The traffic activity in S3, which included special policy interventions, was clearly reduced in the BTH region: the daily traffic activity was decreased by 23 % compared with that of normal weekdays. Traffic reductions were also heterogeneous among the various vehicle categories and different regions. As Fig. 1 shows, LDPVs display uniform reductions of approximately 25 % on all of the intercity highways in the BTH region; only 4 % of roads are identified as having increased LDPV volume. For HDTs, reduced traffic could also be observed in Beijing and on the expressways and national highways in Tianjin, but a certain number of provincial highways in Tianjin (∼20 %) as well as expressways (∼30 %), national highways (∼15 %), and provincial highways (∼20 %) in Hebei showed increased flow.

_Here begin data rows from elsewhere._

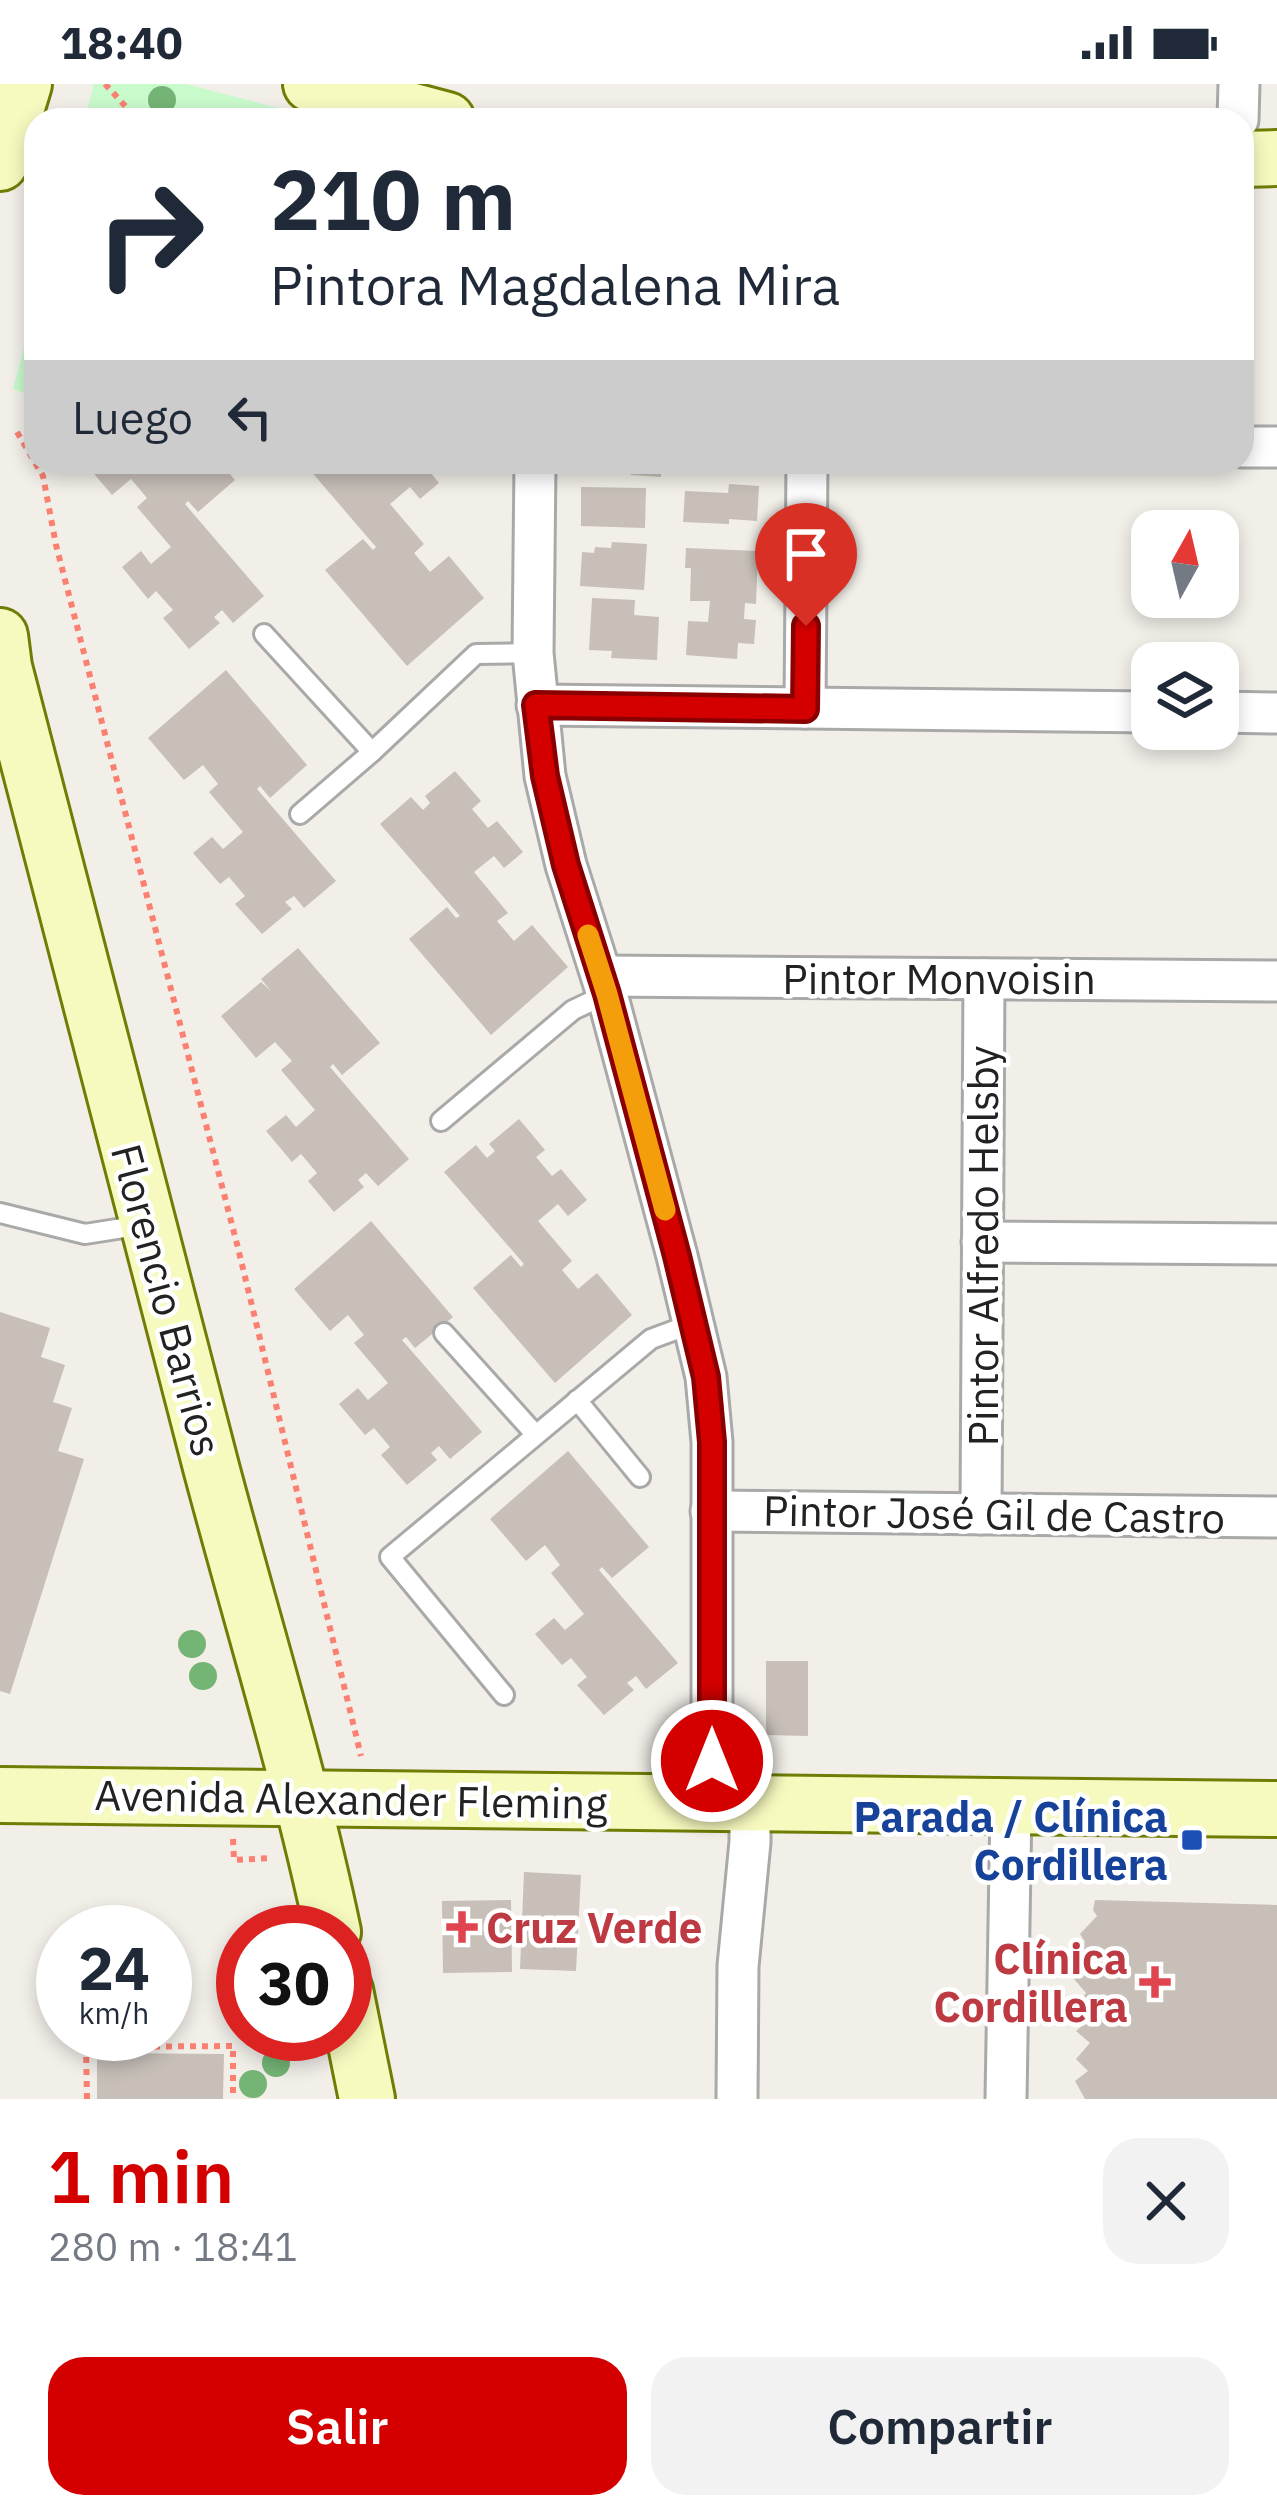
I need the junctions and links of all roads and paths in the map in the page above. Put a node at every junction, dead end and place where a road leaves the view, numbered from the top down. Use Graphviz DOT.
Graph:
graph roads {
  1 [pos="24,84"];
  2 [pos="105,84"];
  3 [pos="311,84"];
  4 [pos="424,105"];
  5 [pos="127,108"];
  6 [pos="0,163"];
  7 [pos="17,432"];
  8 [pos="24,444"];
  9 [pos="42,474"];
  10 [pos="535,474"];
  11 [pos="807,474"];
  12 [pos="264,634"];
  13 [pos="533,653"];
  14 [pos="1,654"];
  15 [pos="536,705"];
  16 [pos="805,709"];
  17 [pos="1131,712"];
  18 [pos="1239,712"];
  19 [pos="1277,713"];
  20 [pos="372,752"];
  21 [pos="300,814"];
  22 [pos="984,979"];
  23 [pos="1277,981"];
  24 [pos="604,985"];
  25 [pos="441,1121"];
  26 [pos="0,1213"];
  27 [pos="147,1225"];
  28 [pos="982,1241"];
  29 [pos="1277,1244"];
  30 [pos="694,1323"];
  31 [pos="444,1333"];
  32 [pos="577,1400"];
  33 [pos="535,1434"];
  34 [pos="640,1477"];
  35 [pos="711,1511"];
  36 [pos="980,1514"];
  37 [pos="1277,1517"];
  38 [pos="504,1695"];
  39 [pos="0,1795"];
  40 [pos="302,1798"];
  41 [pos="362,1798"];
  42 [pos="731,1803"];
  43 [pos="1011,1806"];
  44 [pos="1277,1809"];
  45 [pos="327,1905"];
  46 [pos="359,2061"];
  47 [pos="87,2099"];
  48 [pos="233,2099"];
  49 [pos="367,2099"];
  50 [pos="736,2099"];
  51 [pos="1006,2099"];
  1 -- 6 [label="main road"];
  2 -- 5 [label="path"];
  3 -- 4 [label="main road"];
  7 -- 8 [label="path"];
  9 -- 41 [label="path"];
  10 -- 13 [label="street"];
  11 -- 16 [label="street"];
  12 -- 20 [label="lane"];
  13 -- 15 [label="street"];
  13 -- 20 [label="lane"];
  14 -- 27 [label="main road, Florencio Barrios"];
  15 -- 16 [label="street"];
  15 -- 24 [label="street"];
  16 -- 17 [label="street"];
  18 -- 19 [label="street"];
  20 -- 21 [label="lane"];
  22 -- 23 [label="street, Pintor Monvoisin"];
  22 -- 24 [label="street, Pintor Monvoisin"];
  22 -- 28 [label="street, Pintor Alfredo Helsby"];
  24 -- 25 [label="lane"];
  24 -- 30 [label="street"];
  26 -- 27 [label="lane"];
  27 -- 40 [label="main road, Florencio Barrios"];
  28 -- 29 [label="street"];
  28 -- 36 [label="street, Pintor Alfredo Helsby"];
  30 -- 32 [label="lane"];
  30 -- 35 [label="street"];
  31 -- 33 [label="lane"];
  32 -- 33 [label="lane"];
  32 -- 34 [label="lane"];
  33 -- 38 [label="lane"];
  35 -- 36 [label="street, Pintor José Gil de Castro"];
  35 -- 42 [label="street"];
  36 -- 37 [label="street, Pintor José Gil de Castro"];
  39 -- 40 [label="main road, Avenida Alexander Fleming"];
  40 -- 41 [label="main road, Avenida Alexander Fleming"];
  40 -- 45 [label="main road, Florencio Barrios"];
  41 -- 42 [label="main road, Avenida Alexander Fleming"];
  42 -- 43 [label="main road, Avenida Alexander Fleming"];
  42 -- 50 [label="street"];
  43 -- 44 [label="main road, Avenida Alexander Fleming"];
  43 -- 51 [label="street"];
  46 -- 49 [label="main road"];
  47 -- 48 [label="path"];
}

Four subregions with significantly increased HDT volume (more than 50 %) are indicated in Fig. 1. Subregions 1–3 represent the roads heading to several large ports (the ports of Qingdao, Tianjin, and Qinhuangdao for subregions 1–3, respectively), and subregion 4 represents the areas near the boundary of the BTH region. These differences in traffic volume between LDPVs and HDTs indicate that the restrictions could uniformly reduce the travel demand across the region for passenger travel. In contrast, decreases in HDT traffic volume are expected in areas with the stricter enforcement of traffic restrictions (i.e., Beijing and the highways and national roads in Tianjin). The traffic restrictions were more effective in Beijing, resulting in a 29 % decrease among all vehicle fleets, especially for HDTs (a 52 % decrease) and MDTs (a 42 % decrease). In Hebei, such traffic restrictions could result in HDTs taking detours, as the operators and drivers of HDTs even conducted their business on restrictive days. The decrease in the total traffic activity in Hebei was primarily due to LMDPVs, and the traffic activities of MDTs and HDTs were only 5 % and 14 % lower than those on normal weekdays (S1).

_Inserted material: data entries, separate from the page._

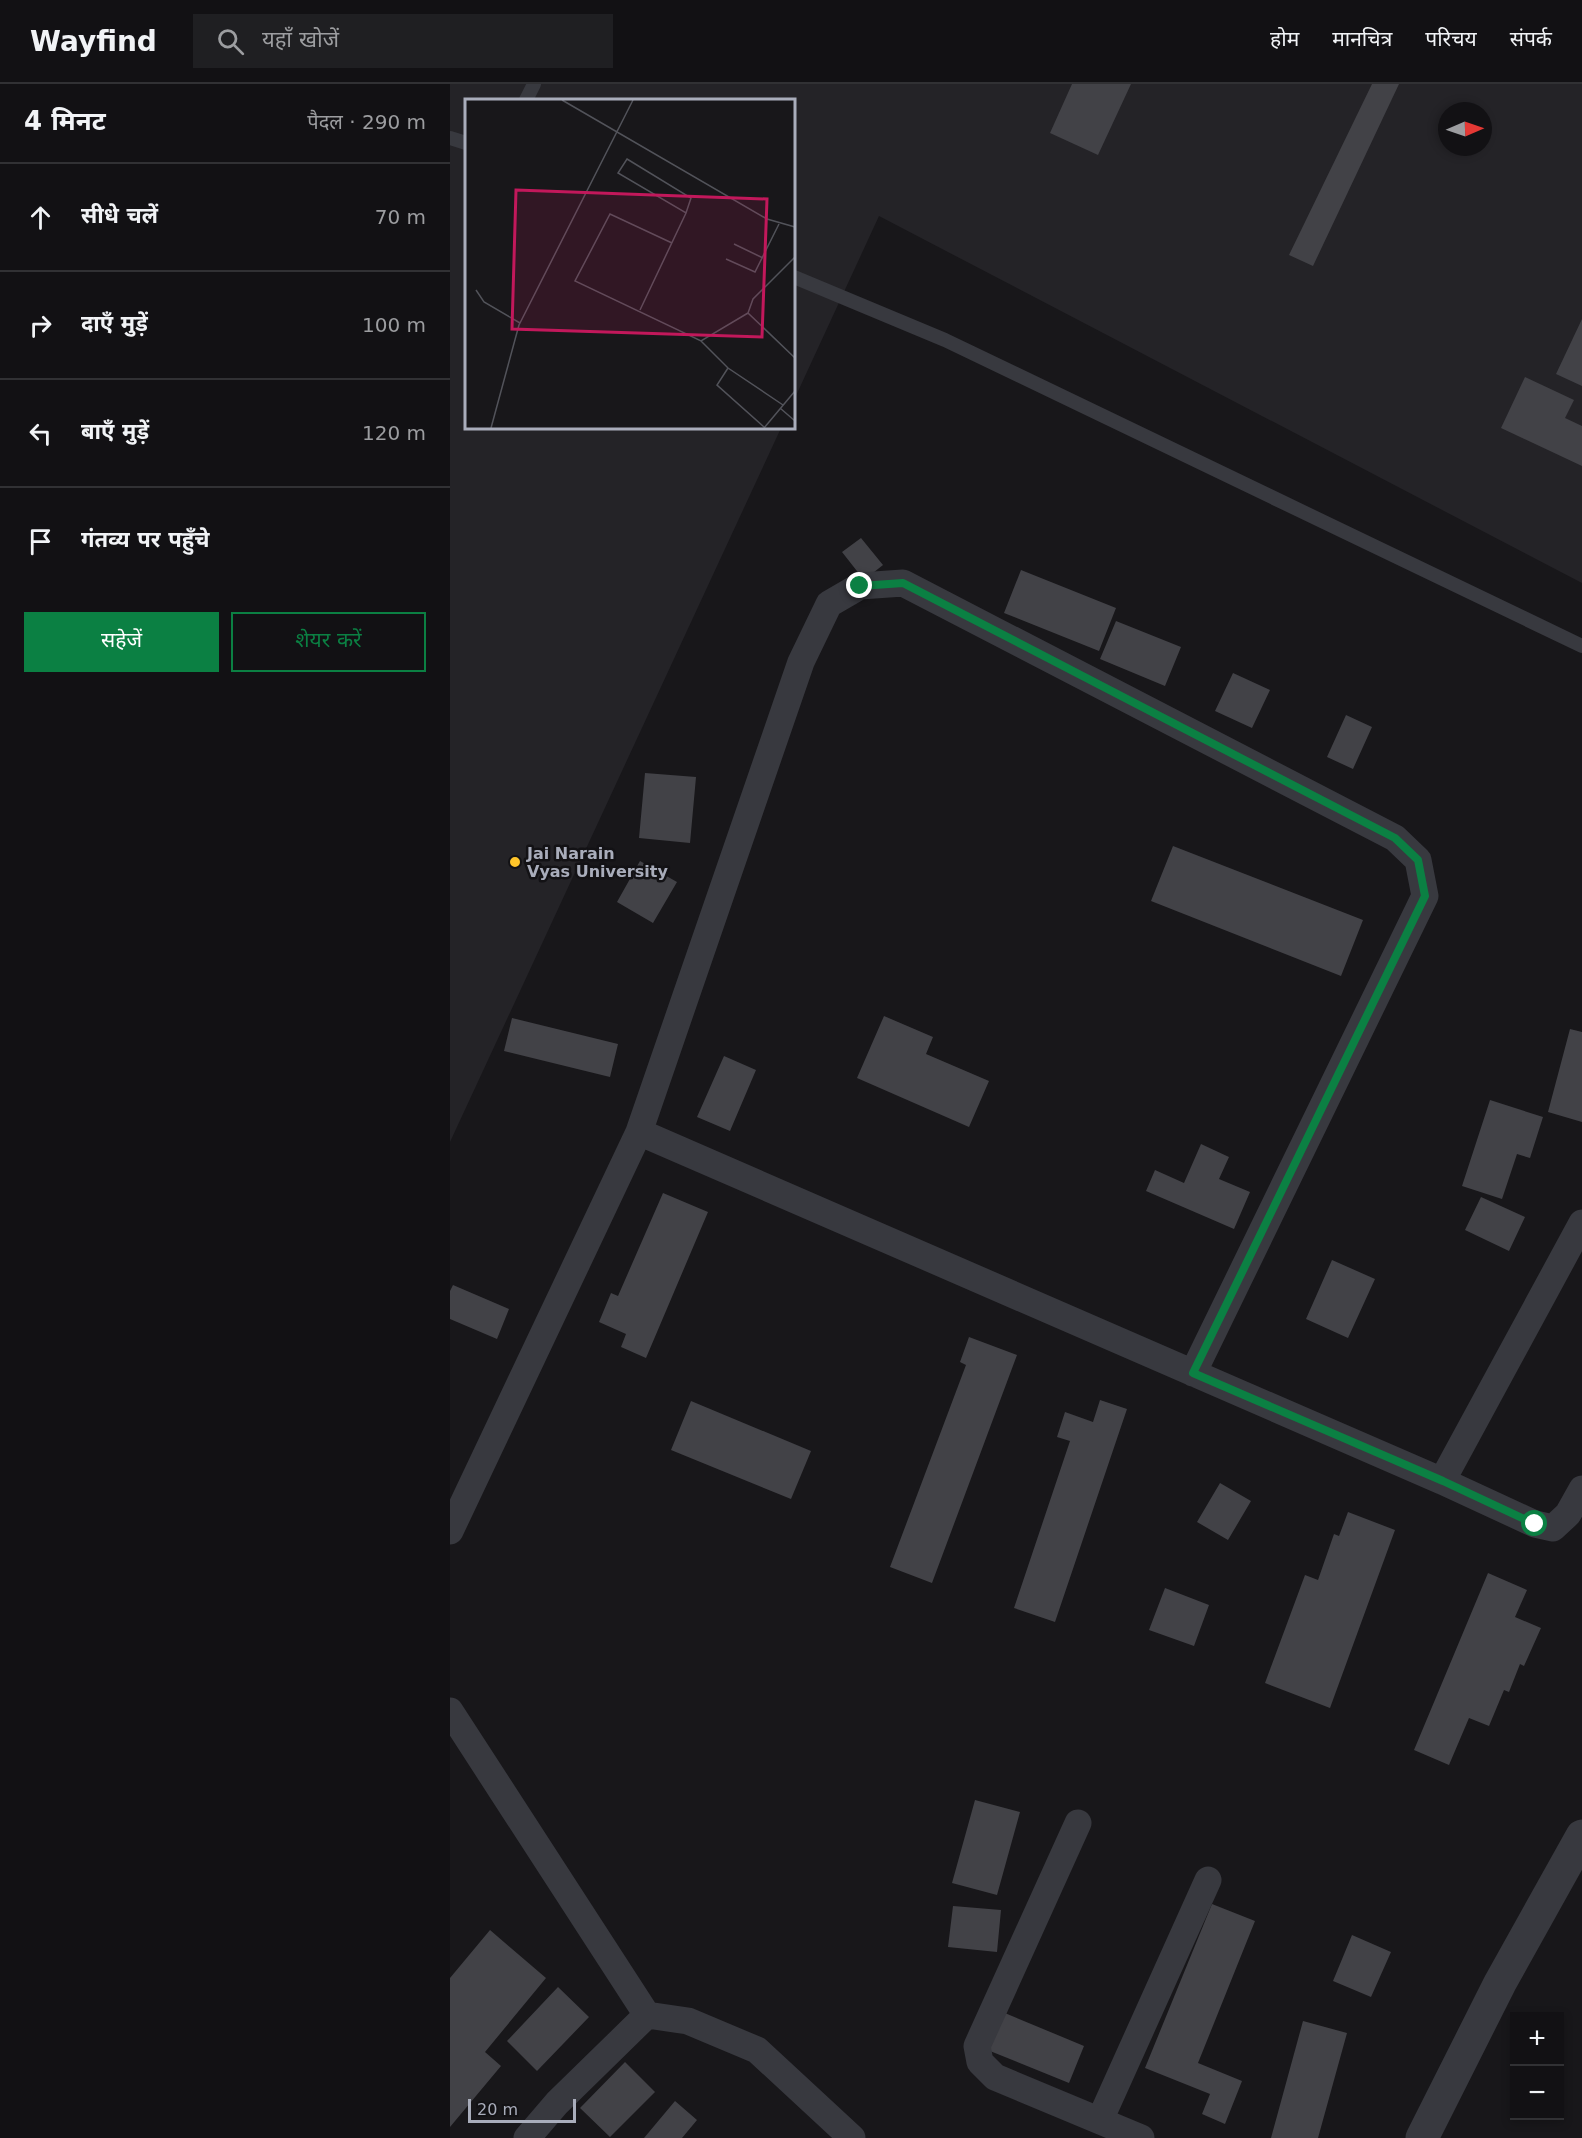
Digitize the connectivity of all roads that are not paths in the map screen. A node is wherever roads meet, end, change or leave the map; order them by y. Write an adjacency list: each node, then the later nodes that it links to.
1 (534, 84): 2 (lane)
2 (526, 99)
3 (450, 138): 4 (lane)
4 (465, 143)
5 (795, 277): 6 (lane)
6 (1582, 646)
7 (639, 1132): 9 (street); 9 (street); 12 (street)
8 (1582, 1223): 10 (street)
9 (1193, 1373): 10 (street)
10 (1443, 1481): 11 (street)
11 (1582, 1489)
12 (450, 1531)
13 (450, 1711): 17 (street)
14 (1078, 1823): 18 (street)
15 (1582, 1836): 22 (street)
16 (1208, 1880): 18 (street)
17 (647, 2015): 19 (street); 20 (street)
18 (1100, 2120): 21 (street)
19 (528, 2138)
20 (852, 2138)
21 (1141, 2138)
22 (1422, 2138)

3.3 Temporal and spatial characteristics of traffic emissions

The total daily emissions for the intercity highways in the BTH region are estimated to be 1443 t for CO, 152.3 t for THC, 1158 t for NOx, 37.30 t for PM2.5, and 18.73 t for BC on weekdays (S1; see Fig. 2 and provincial-level total emissions and emission intensity in Fig. S8). On weekends (S2), the total daily emissions are estimated to increase by approximately 10 % for all pollutants due to increased traffic activity. Comprehensive traffic restrictions under S3 triggered decreased vehicle emissions (e.g., 33 %–38 % for CO and THC, 23 % for NOx, and 15 %–17 % for PM2.5 and BC) over the entire domain relative to S1. For LDPVs traveling on the highways, greater reductions in CO and THC result from the lower traffic volume due to traffic restrictions, especially in Tianjin and Hebei. In these areas, the controls on vehicles are behind those in Beijing; therefore, restrictions on pre-China II gasoline cars could result in a larger reduction. Diesel trucks contribute significantly to the emission reductions of NOx, PM2.5, and BC, and their lower reduction percentages compared with CO and THC are related to smaller decreases in the HDT traffic volume in Tianjin and Hebei.

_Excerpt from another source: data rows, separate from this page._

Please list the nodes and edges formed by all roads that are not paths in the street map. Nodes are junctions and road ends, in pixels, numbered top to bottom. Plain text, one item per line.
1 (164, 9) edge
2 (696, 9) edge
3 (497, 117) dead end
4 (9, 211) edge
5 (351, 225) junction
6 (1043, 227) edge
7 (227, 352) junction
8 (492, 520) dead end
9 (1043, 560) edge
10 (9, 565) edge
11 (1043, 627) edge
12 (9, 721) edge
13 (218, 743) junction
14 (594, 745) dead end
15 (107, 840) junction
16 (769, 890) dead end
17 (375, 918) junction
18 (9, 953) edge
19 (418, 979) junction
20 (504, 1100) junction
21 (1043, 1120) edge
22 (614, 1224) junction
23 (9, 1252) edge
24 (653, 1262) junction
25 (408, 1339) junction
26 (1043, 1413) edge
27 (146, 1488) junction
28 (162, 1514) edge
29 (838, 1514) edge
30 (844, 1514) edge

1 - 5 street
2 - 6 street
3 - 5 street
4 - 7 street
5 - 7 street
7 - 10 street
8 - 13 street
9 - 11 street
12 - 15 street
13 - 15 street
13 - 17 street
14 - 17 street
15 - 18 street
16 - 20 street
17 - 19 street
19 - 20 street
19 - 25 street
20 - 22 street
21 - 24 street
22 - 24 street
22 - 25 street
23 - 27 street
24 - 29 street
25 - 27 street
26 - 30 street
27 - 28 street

Figure 2Estimated hourly emissions by vehicle category under S1.


The major temporal difference in the diurnal patterns between S1 and S2 lies in the higher emissions during the weekend rush hours. Thus, we refer to the weekday scenario (S1) to elucidate the temporal and spatial emission patterns (see Figs. 2 and 3). The emission peaks of CO and THC during the morning (09:00 to 10:00 GMT + 8) and evening (16:00 to 17:00 GMT + 8) rush hours, which are apparently associated with diurnal fluctuations in the passenger travel demand, are shown in Fig. S5. As Fig. 4a and b visualize, the CO emission intensity close to urban areas is significantly higher than that in outlying areas during both peak and off-peak periods. The highest hourly emissions of CO and THC, which are more associated with passenger traffic activity, were estimated during the morning rush hour (10:00 GMT + 8); these emissions were approximately 40 %–50 % higher than their 24 h averages. The emission allocations show high resemblance between CO and THC; specifically, LDPVs dominate the contributions, and the proportions in Beijing and Tianjin are higher than those in Hebei. This increase is because the Beijing and Tianjin metropolitan areas have a higher density with respect to the residential population (indicated by pop_5000m), business units (indicated by POI_office_5000m), and urban lands (indicated by urbanland_5000m) than Hebei; these variables have been identified as the most important variables for traffic activity predictions of LDPVs using LURF modeling (see Table S6).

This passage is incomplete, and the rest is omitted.